§ **What to do**:
Retype the data that follows exactly. No pictures belong in the copy.

─── Records shown ───

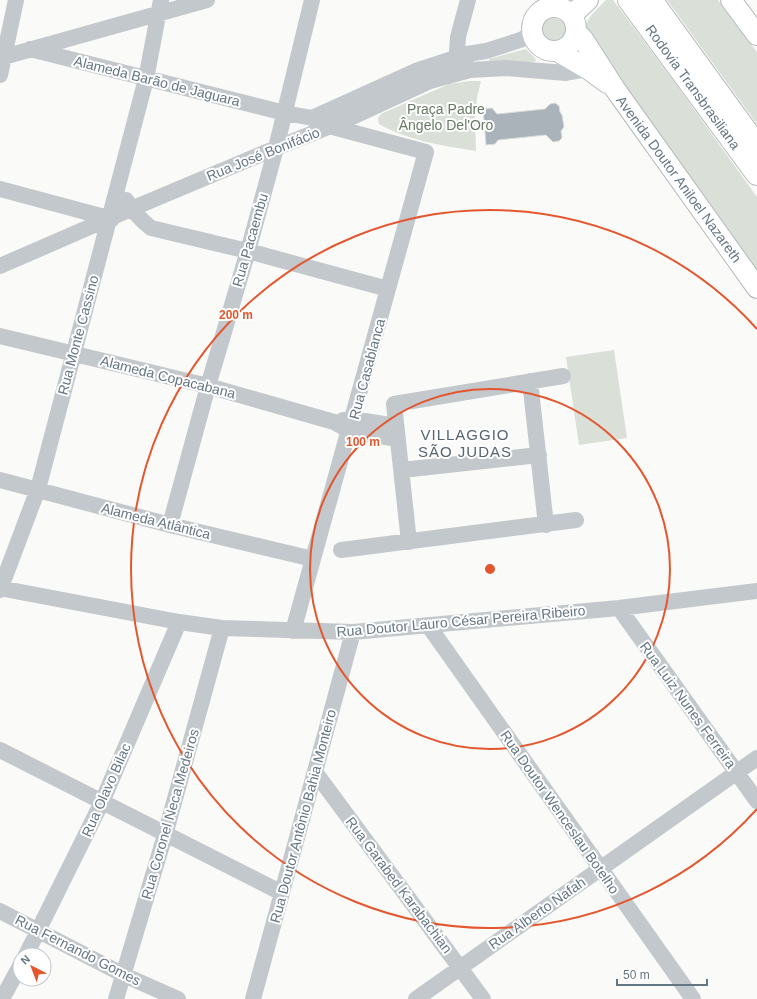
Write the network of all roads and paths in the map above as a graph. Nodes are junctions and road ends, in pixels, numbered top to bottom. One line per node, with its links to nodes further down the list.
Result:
1 (16, 0): 17 (street)
2 (207, 0): 10 (street)
3 (312, 0): 25 (street, Rua Pacaembu)
4 (468, 0): 16 (street)
5 (588, 0): 11 (main road)
6 (629, 0): 30 (highway, Rodovia Transbrasiliana)
7 (651, 0): 28 (highway, Rodovia Transbrasiliana)
8 (731, 0): 13 (main road)
9 (540, 5): 11 (main road); 12 (main road)
10 (160, 7): 14 (street); 22 (street, Rua Monte Cassino)
11 (574, 24): 15 (main road); 23 (main road, Avenida Doutor Aniloel Nazareth)
12 (532, 32): 15 (main road); 16 (street, Rua José Bonifácio)
13 (757, 35)
14 (30, 48): 17 (street); 22 (street, Alameda Barão de Jaguara)
15 (554, 51): 18 (main road, Avenida Doutor Aniloel Nazareth); 20 (street)
16 (460, 56): 19 (street); 25 (street, Rua José Bonifácio)
17 (2, 57): 21 (street)
18 (588, 69): 20 (street, Rua José Bonifácio); 23 (main road, Avenida Doutor Aniloel Nazareth)
19 (470, 70): 20 (street, Rua José Bonifácio); 24 (street, Rua José Bonifácio)
20 (531, 70)
21 (0, 75)
22 (146, 79): 25 (street, Alameda Barão de Jaguara); 31 (street, Rua Monte Cassino)
23 (615, 89): 38 (main road, Avenida Doutor Aniloel Nazareth)
24 (379, 105): 26 (street, Rua José Bonifácio); 27 (street)
25 (285, 113): 29 (street, Rua Pacaembu)
26 (329, 126): 27 (street); 29 (street, Rua José Bonifácio)
27 (373, 138): 39 (street, Rua Casablanca)
28 (757, 146)
29 (276, 148): 33 (street, Rua José Bonifácio); 36 (street, Rua Pacaembu)
30 (757, 174)
31 (118, 182): 33 (street); 34 (street, Rua Monte Cassino)
32 (0, 189): 34 (street)
33 (131, 208): 34 (street, Rua José Bonifácio); 35 (street)
34 (109, 218): 35 (street); 37 (street, Rua José Bonifácio); 41 (street, Rua Monte Cassino)
35 (151, 228): 36 (street)
36 (248, 251): 39 (street); 44 (street, Rua Pacaembu)
37 (0, 266)
38 (757, 288)
39 (388, 289): 45 (street, Rua Casablanca)
40 (0, 336): 41 (street, Alameda Copacabana)
41 (73, 353): 44 (street, Alameda Copacabana); 50 (street, Rua Monte Cassino)
42 (564, 376): 43 (street)
43 (530, 381): 46 (street); 47 (street)
44 (208, 386): 45 (street, Alameda Copacabana); 52 (street, Rua Pacaembu)
45 (351, 425): 46 (street, Alameda Copacabana); 56 (street, Rua Casablanca)
46 (397, 433): 48 (street)
47 (539, 455): 48 (street); 53 (street)
48 (402, 470): 54 (street)
49 (0, 480): 50 (street, Alameda Atlântica)
50 (38, 490): 52 (street, Alameda Atlântica); 57 (street, Rua Monte Cassino)
51 (576, 520): 53 (street)
52 (170, 525): 56 (street, Alameda Atlântica)
53 (546, 525): 54 (street)
54 (409, 542): 55 (street)
55 (341, 550)
56 (313, 559): 63 (street, Rua Casablanca)
57 (0, 589): 60 (street, Rua Doutor Lauro César Pereira Ribeiro)
58 (757, 591): 59 (street, Rua Doutor Lauro César Pereira Ribeiro)
59 (619, 608): 61 (street, Rua Doutor Lauro César Pereira Ribeiro); 68 (street, Rua Luiz Nunes Ferreira)
60 (179, 622): 62 (street, Rua Doutor Lauro César Pereira Ribeiro); 70 (street, Rua Olavo Bilac)
61 (428, 625): 64 (street, Rua Doutor Lauro César Pereira Ribeiro); 72 (street, Rua Doutor Wenceslau Botelho)
62 (222, 628): 63 (street, Rua Doutor Lauro César Pereira Ribeiro); 71 (street, Rua Coronel Neca Medeiros)
63 (293, 631): 64 (street, Rua Doutor Lauro César Pereira Ribeiro)
64 (353, 632): 67 (street, Rua Doutor Antônio Bahia Monteiro)
65 (0, 750): 70 (street)
66 (757, 758): 68 (street, Rua Alberto Nafah)
67 (315, 772): 73 (street, Rua Doutor Antônio Bahia Monteiro); 77 (street, Rua Garabed Karabachian)
68 (736, 772): 69 (street, Rua Luiz Nunes Ferreira); 72 (street, Rua Alberto Nafah)
69 (757, 801)
70 (102, 802): 71 (street); 75 (street, Rua Olavo Bilac)
71 (165, 835): 73 (street); 78 (street, Rua Coronel Neca Medeiros)
72 (601, 869): 77 (street, Rua Alberto Nafah); 86 (street, Rua Doutor Wenceslau Botelho)
73 (282, 893): 83 (street, Rua Doutor Antônio Bahia Monteiro)
74 (0, 911): 75 (street, Rua Fernando Gomes)
75 (39, 931): 76 (street, Rua Olavo Bilac); 78 (street, Rua Fernando Gomes)
76 (30, 947)
77 (460, 968): 84 (street, Rua Alberto Nafah); 85 (street, Rua Garabed Karabachian)
78 (124, 974): 81 (street, Rua Coronel Neca Medeiros); 82 (street, Rua Fernando Gomes)
79 (12, 981): 80 (street)
80 (2, 999)
81 (116, 999)
82 (178, 999)
83 (253, 999)
84 (416, 999)
85 (483, 999)
86 (693, 999)

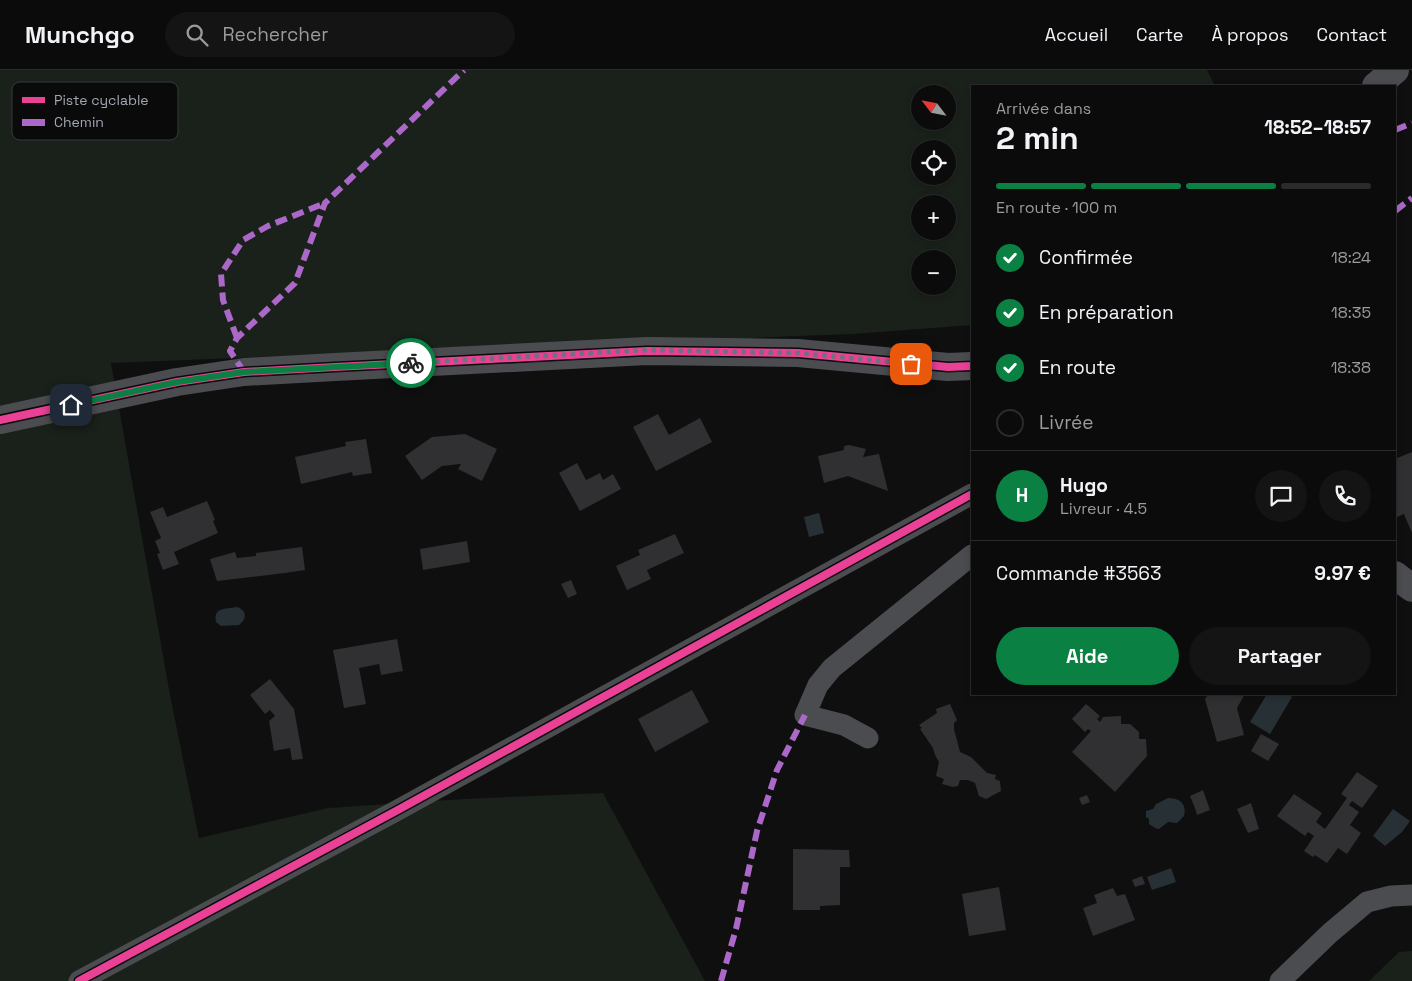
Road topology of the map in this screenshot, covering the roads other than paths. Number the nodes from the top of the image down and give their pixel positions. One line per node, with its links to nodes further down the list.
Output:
1 (1394, 70): 2 (street)
2 (1377, 85)
3 (971, 366): 4 (street)
4 (0, 420)
5 (971, 495): 11 (street)
6 (971, 556): 9 (street)
7 (1396, 576): 8 (street)
8 (1412, 588)
9 (868, 738)
10 (1412, 895): 12 (street)
11 (79, 981)
12 (1280, 981)

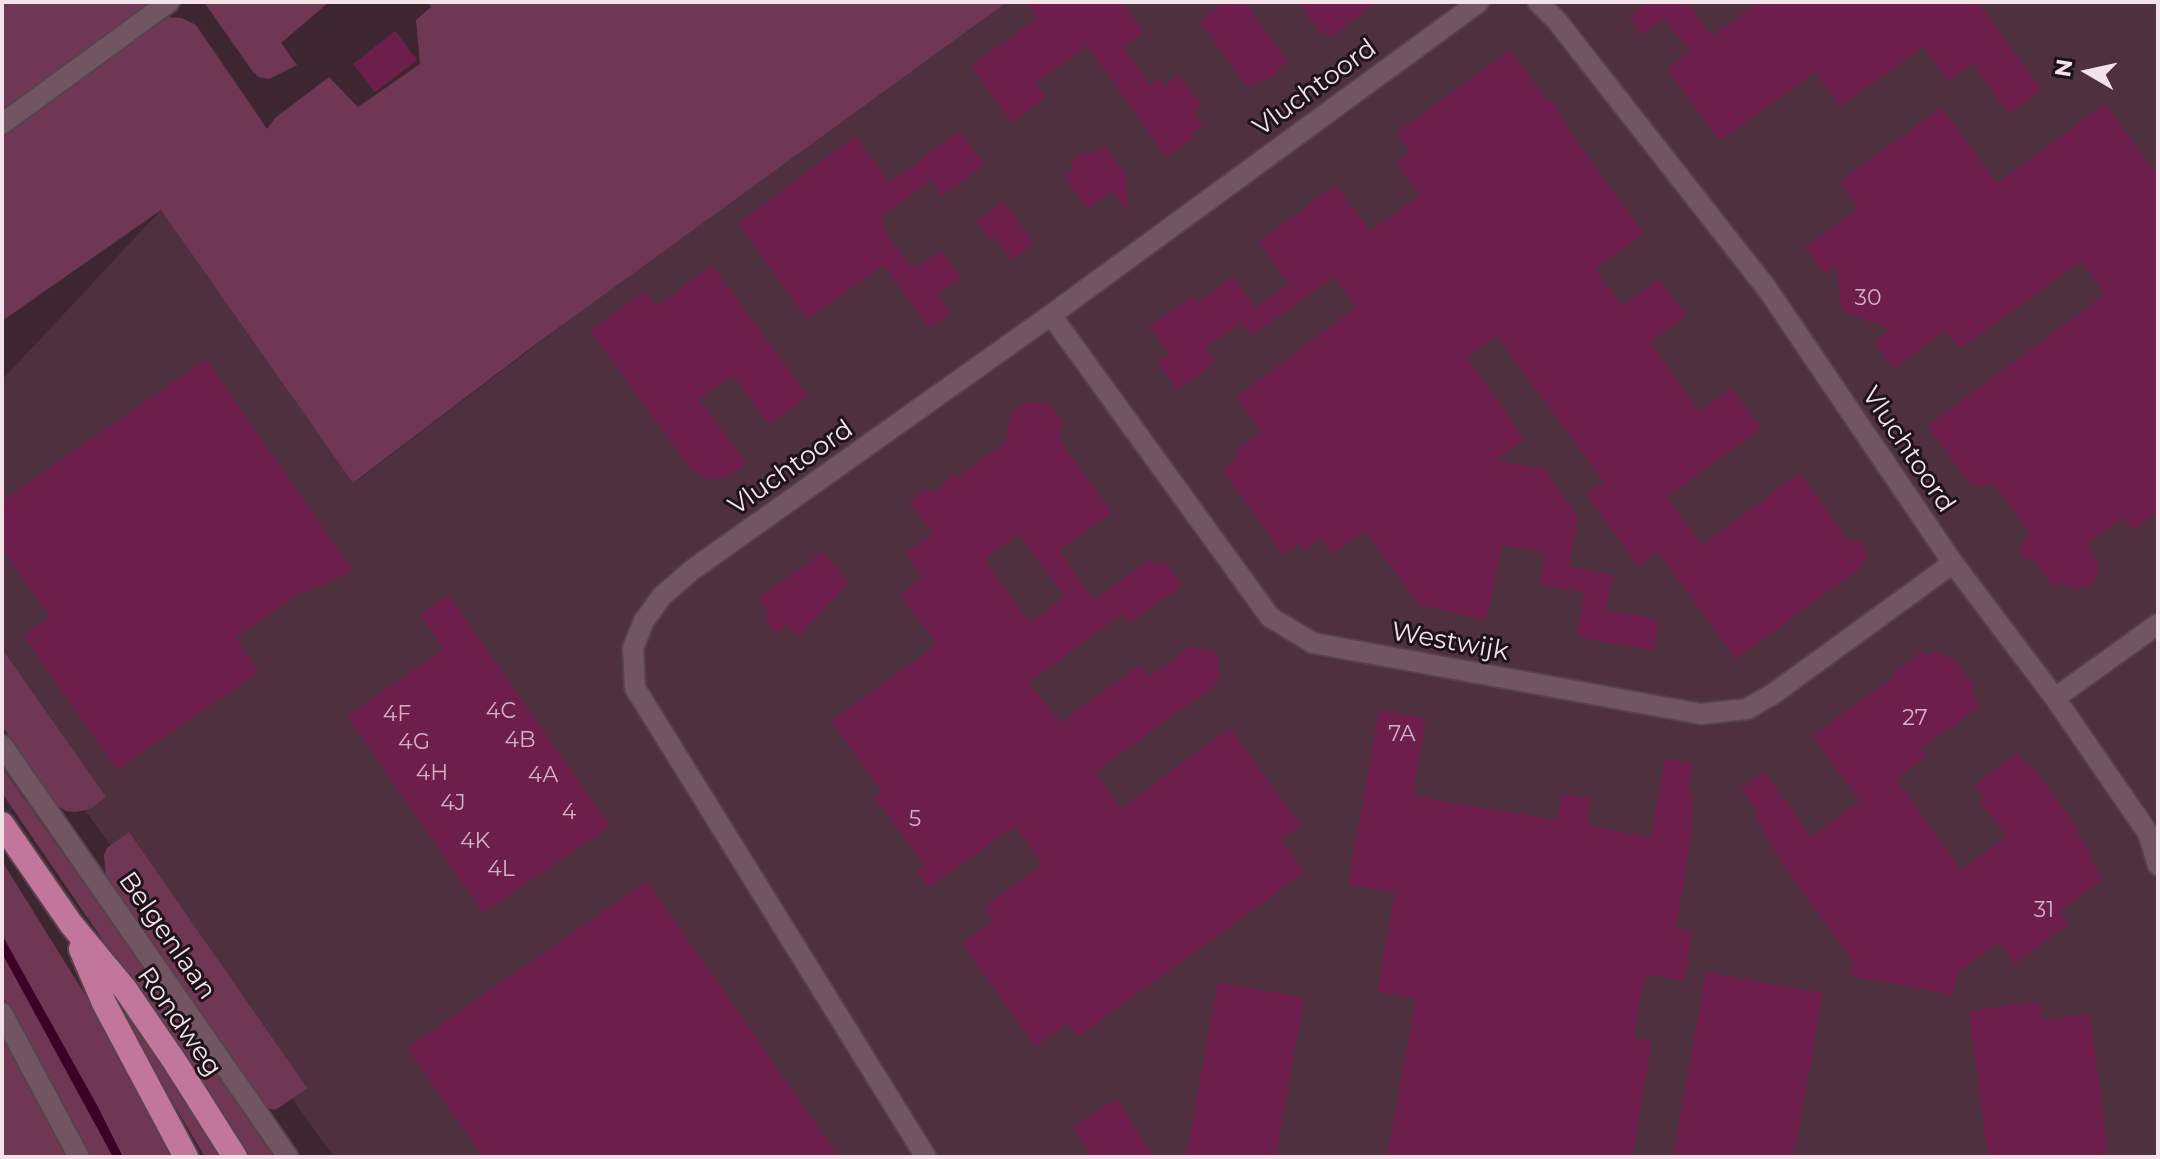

───

§ **The answer**:
Write the network of all roads and paths in the map above as a graph. Nodes are junctions and road ends, in pixels, numbered top to bottom. One line per node, with its links to nodes further down the list.
Result:
1 (16, 0): 17 (street)
2 (207, 0): 10 (street)
3 (312, 0): 25 (street, Rua Pacaembu)
4 (468, 0): 16 (street)
5 (588, 0): 11 (main road)
6 (629, 0): 30 (highway, Rodovia Transbrasiliana)
7 (651, 0): 28 (highway, Rodovia Transbrasiliana)
8 (731, 0): 13 (main road)
9 (540, 5): 11 (main road); 12 (main road)
10 (160, 7): 14 (street); 22 (street, Rua Monte Cassino)
11 (574, 24): 15 (main road); 23 (main road, Avenida Doutor Aniloel Nazareth)
12 (532, 32): 15 (main road); 16 (street, Rua José Bonifácio)
13 (757, 35)
14 (30, 48): 17 (street); 22 (street, Alameda Barão de Jaguara)
15 (554, 51): 18 (main road, Avenida Doutor Aniloel Nazareth); 20 (street)
16 (460, 56): 19 (street); 25 (street, Rua José Bonifácio)
17 (2, 57): 21 (street)
18 (588, 69): 20 (street, Rua José Bonifácio); 23 (main road, Avenida Doutor Aniloel Nazareth)
19 (470, 70): 20 (street, Rua José Bonifácio); 24 (street, Rua José Bonifácio)
20 (531, 70)
21 (0, 75)
22 (146, 79): 25 (street, Alameda Barão de Jaguara); 31 (street, Rua Monte Cassino)
23 (615, 89): 38 (main road, Avenida Doutor Aniloel Nazareth)
24 (379, 105): 26 (street, Rua José Bonifácio); 27 (street)
25 (285, 113): 29 (street, Rua Pacaembu)
26 (329, 126): 27 (street); 29 (street, Rua José Bonifácio)
27 (373, 138): 39 (street, Rua Casablanca)
28 (757, 146)
29 (276, 148): 33 (street, Rua José Bonifácio); 36 (street, Rua Pacaembu)
30 (757, 174)
31 (118, 182): 33 (street); 34 (street, Rua Monte Cassino)
32 (0, 189): 34 (street)
33 (131, 208): 34 (street, Rua José Bonifácio); 35 (street)
34 (109, 218): 35 (street); 37 (street, Rua José Bonifácio); 41 (street, Rua Monte Cassino)
35 (151, 228): 36 (street)
36 (248, 251): 39 (street); 44 (street, Rua Pacaembu)
37 (0, 266)
38 (757, 288)
39 (388, 289): 45 (street, Rua Casablanca)
40 (0, 336): 41 (street, Alameda Copacabana)
41 (73, 353): 44 (street, Alameda Copacabana); 50 (street, Rua Monte Cassino)
42 (564, 376): 43 (street)
43 (530, 381): 46 (street); 47 (street)
44 (208, 386): 45 (street, Alameda Copacabana); 52 (street, Rua Pacaembu)
45 (351, 425): 46 (street, Alameda Copacabana); 56 (street, Rua Casablanca)
46 (397, 433): 48 (street)
47 (539, 455): 48 (street); 53 (street)
48 (402, 470): 54 (street)
49 (0, 480): 50 (street, Alameda Atlântica)
50 (38, 490): 52 (street, Alameda Atlântica); 57 (street, Rua Monte Cassino)
51 (576, 520): 53 (street)
52 (170, 525): 56 (street, Alameda Atlântica)
53 (546, 525): 54 (street)
54 (409, 542): 55 (street)
55 (341, 550)
56 (313, 559): 63 (street, Rua Casablanca)
57 (0, 589): 60 (street, Rua Doutor Lauro César Pereira Ribeiro)
58 (757, 591): 59 (street, Rua Doutor Lauro César Pereira Ribeiro)
59 (619, 608): 61 (street, Rua Doutor Lauro César Pereira Ribeiro); 68 (street, Rua Luiz Nunes Ferreira)
60 (179, 622): 62 (street, Rua Doutor Lauro César Pereira Ribeiro); 70 (street, Rua Olavo Bilac)
61 (428, 625): 64 (street, Rua Doutor Lauro César Pereira Ribeiro); 72 (street, Rua Doutor Wenceslau Botelho)
62 (222, 628): 63 (street, Rua Doutor Lauro César Pereira Ribeiro); 71 (street, Rua Coronel Neca Medeiros)
63 (293, 631): 64 (street, Rua Doutor Lauro César Pereira Ribeiro)
64 (353, 632): 67 (street, Rua Doutor Antônio Bahia Monteiro)
65 (0, 750): 70 (street)
66 (757, 758): 68 (street, Rua Alberto Nafah)
67 (315, 772): 73 (street, Rua Doutor Antônio Bahia Monteiro); 77 (street, Rua Garabed Karabachian)
68 (736, 772): 69 (street, Rua Luiz Nunes Ferreira); 72 (street, Rua Alberto Nafah)
69 (757, 801)
70 (102, 802): 71 (street); 75 (street, Rua Olavo Bilac)
71 (165, 835): 73 (street); 78 (street, Rua Coronel Neca Medeiros)
72 (601, 869): 77 (street, Rua Alberto Nafah); 86 (street, Rua Doutor Wenceslau Botelho)
73 (282, 893): 83 (street, Rua Doutor Antônio Bahia Monteiro)
74 (0, 911): 75 (street, Rua Fernando Gomes)
75 (39, 931): 76 (street, Rua Olavo Bilac); 78 (street, Rua Fernando Gomes)
76 (30, 947)
77 (460, 968): 84 (street, Rua Alberto Nafah); 85 (street, Rua Garabed Karabachian)
78 (124, 974): 81 (street, Rua Coronel Neca Medeiros); 82 (street, Rua Fernando Gomes)
79 (12, 981): 80 (street)
80 (2, 999)
81 (116, 999)
82 (178, 999)
83 (253, 999)
84 (416, 999)
85 (483, 999)
86 (693, 999)

Road topology of the map in this screenshot, covering the roads other than paths. Number the nodes from the top of the image down and give their pixel positions. One line per node, with its links to nodes further down the list.
Output:
1 (1394, 70): 2 (street)
2 (1377, 85)
3 (971, 366): 4 (street)
4 (0, 420)
5 (971, 495): 11 (street)
6 (971, 556): 9 (street)
7 (1396, 576): 8 (street)
8 (1412, 588)
9 (868, 738)
10 (1412, 895): 12 (street)
11 (79, 981)
12 (1280, 981)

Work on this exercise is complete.